Work request:
Please state how many lines in the records below contain the word "SECOND", giving only the number.

[Given data Boundary: Start]

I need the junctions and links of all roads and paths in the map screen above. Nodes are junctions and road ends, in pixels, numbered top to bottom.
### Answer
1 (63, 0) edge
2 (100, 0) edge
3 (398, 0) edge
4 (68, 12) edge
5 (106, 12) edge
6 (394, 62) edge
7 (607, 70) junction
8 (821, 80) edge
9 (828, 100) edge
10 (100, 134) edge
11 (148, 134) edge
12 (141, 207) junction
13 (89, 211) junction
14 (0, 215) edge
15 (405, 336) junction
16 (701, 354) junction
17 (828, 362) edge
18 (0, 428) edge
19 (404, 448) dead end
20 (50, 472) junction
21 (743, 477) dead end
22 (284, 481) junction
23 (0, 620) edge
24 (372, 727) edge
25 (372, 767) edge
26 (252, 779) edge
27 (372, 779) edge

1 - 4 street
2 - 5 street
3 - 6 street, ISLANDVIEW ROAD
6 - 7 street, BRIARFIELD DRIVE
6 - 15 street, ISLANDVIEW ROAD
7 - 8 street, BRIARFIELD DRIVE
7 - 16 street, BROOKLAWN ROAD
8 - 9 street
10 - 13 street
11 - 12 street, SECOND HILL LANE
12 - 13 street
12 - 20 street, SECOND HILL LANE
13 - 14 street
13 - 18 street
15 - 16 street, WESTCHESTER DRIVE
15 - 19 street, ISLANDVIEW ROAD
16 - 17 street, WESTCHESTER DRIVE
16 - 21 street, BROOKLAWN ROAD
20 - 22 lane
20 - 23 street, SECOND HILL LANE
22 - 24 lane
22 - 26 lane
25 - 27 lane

[Given data Boundary: End]

Solved exercise:
3